As an immigrant from the Middle East and a person of the Baha’i faith, my guilty feelings run deeper than matters of daily comforts. Another Yemeni friend, whom I will not name for his own safety, is one of 24 people the Houthi authorities are putting on trial Tuesday (Feb. 25) on charges of apostasy and espionage. These charges are baseless, obscuring the fact that the true reason for their prosecution is that they are Baha’is. These charges carry the death penalty.
Those who practice the Baha’i faith have always been persecuted in Iran, where it was deemed an affront to the finality of Islam as a divinely ordained religion, though its peaceful principles have been largely welcomed in almost every other country of the world. But since the Houthis, clients of Iran’s theocratic government, came to power in 2013, they have begun a program of systematic persecution against the Baha’is reminiscent of Iran’s historical enmity. The same charges of espionage and apostasy that the Houthis are attempting to stick to my friend are the very same used to justify the execution of hundreds of Baha’is in Iran in the 1980s.

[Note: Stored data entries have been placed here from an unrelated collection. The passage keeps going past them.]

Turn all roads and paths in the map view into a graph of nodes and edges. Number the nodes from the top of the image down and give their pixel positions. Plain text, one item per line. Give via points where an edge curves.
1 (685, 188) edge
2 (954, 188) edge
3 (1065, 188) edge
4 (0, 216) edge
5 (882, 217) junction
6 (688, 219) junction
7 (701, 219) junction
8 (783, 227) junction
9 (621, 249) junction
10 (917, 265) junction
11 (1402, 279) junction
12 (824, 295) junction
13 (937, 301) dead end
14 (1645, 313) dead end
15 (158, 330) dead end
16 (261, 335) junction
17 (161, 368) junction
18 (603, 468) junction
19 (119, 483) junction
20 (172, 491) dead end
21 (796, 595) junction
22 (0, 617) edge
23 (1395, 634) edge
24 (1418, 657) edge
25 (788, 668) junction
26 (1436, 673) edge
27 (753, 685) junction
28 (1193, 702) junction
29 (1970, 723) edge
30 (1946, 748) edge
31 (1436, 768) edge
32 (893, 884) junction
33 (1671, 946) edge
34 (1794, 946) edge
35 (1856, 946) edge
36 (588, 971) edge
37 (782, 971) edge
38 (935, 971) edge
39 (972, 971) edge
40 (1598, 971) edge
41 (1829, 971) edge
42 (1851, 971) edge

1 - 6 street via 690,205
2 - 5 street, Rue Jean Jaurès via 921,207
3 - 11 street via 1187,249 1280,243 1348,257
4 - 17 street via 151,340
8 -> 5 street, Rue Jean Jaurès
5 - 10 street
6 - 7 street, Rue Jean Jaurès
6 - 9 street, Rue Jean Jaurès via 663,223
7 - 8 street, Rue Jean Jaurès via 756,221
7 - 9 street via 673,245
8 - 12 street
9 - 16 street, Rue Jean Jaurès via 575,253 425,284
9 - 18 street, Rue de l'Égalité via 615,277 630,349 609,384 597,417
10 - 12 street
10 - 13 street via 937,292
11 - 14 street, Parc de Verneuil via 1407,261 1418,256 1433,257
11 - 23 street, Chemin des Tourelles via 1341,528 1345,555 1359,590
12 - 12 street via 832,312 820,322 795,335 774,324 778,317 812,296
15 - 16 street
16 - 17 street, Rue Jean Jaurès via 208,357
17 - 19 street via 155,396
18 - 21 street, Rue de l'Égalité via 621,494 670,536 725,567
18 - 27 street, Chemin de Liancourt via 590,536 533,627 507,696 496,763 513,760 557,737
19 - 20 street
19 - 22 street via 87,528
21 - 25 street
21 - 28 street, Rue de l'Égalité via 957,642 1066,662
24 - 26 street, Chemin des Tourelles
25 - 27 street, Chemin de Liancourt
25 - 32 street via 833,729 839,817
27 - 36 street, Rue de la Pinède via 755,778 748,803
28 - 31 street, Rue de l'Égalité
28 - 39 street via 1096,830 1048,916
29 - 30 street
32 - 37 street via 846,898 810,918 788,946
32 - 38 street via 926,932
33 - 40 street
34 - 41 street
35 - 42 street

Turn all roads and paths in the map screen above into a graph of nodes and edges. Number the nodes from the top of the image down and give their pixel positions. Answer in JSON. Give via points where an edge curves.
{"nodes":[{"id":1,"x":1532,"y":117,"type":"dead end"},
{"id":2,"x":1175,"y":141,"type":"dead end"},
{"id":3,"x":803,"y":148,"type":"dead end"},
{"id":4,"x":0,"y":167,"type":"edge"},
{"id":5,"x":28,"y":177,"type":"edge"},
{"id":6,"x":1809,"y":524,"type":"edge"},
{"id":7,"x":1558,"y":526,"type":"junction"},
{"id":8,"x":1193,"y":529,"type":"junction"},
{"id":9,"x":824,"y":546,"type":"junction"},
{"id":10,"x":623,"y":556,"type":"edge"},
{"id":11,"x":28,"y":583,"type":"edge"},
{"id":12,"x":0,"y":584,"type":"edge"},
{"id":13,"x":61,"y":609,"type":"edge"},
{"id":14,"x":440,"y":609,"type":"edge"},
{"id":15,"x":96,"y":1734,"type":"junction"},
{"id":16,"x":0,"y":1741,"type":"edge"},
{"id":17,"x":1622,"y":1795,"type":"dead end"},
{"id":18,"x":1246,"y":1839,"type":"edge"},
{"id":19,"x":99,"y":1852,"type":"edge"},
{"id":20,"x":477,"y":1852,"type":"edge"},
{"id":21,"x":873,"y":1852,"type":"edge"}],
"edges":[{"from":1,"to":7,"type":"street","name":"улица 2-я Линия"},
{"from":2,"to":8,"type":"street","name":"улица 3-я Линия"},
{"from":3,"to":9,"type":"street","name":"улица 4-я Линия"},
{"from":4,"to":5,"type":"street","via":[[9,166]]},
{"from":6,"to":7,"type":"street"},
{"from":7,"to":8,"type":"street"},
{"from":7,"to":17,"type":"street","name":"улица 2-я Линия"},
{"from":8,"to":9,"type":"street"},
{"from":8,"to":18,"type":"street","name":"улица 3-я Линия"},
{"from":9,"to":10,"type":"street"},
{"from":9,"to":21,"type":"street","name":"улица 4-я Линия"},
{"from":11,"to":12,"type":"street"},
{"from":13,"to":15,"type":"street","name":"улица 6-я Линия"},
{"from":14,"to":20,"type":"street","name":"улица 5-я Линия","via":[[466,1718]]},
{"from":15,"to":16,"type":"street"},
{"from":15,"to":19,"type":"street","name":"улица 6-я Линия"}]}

While my friend has so far avoided being detained, the Houthis have imprisoned a number of his fellow believers, including Hamed bin Haydara, who was sentenced to death more than two years ago on identical charges. Despite an outcry from human rights organizations, other governments and the media, Hamed’s case has stagnated in the appeals process. With his next court date set for March 31, his fate is surely linked to that of my friend and his co-religionists.
Their persecution is familiar to Baha’is across the region. I remember well from growing up in Egypt the rapid beating of my five-year-old heart as I was chased down the street by older boys with switchblades. I recall my confusion as my primary school teachers told me repeatedly in front of all my classmates that I was an infidel.
When my brother died, my father had to go from government office to office asking for a permit to bury him, finally being granted permission to bury him in a “free-thinkers’” cemetery. Later, the cemetery was seized by the government as they further tightened the noose around the Baha’i community in Alexandria.
After I came to Canada as a refugee in 1965, my father was arrested back home and imprisoned over and over on charges of apostasy and subversive activities merely for practicing his faith.
It hurts to see these stormy memories, long settled in my distant past, whirl to life again in Yemen, buffeting my friend and his community with the same terrible force.
The echoes of repression from my friend to me haunt me and bring the urgency of the principles for which we have suffered into high relief. The conflict in Yemen began as a low whistling wind of hatred. It has since erupted into a deadly squall.
And while the Houthi authorities and their enemies squabble over power, the rest of the country has gone into a blackout. My friend, and even the Yemeni Baha’i community as a whole, is merely one small part of that story. But whatever happens to him, and whatever happens to them, will be a part of that story forever, the old and dismal story of what happens when humanity chooses war over peace.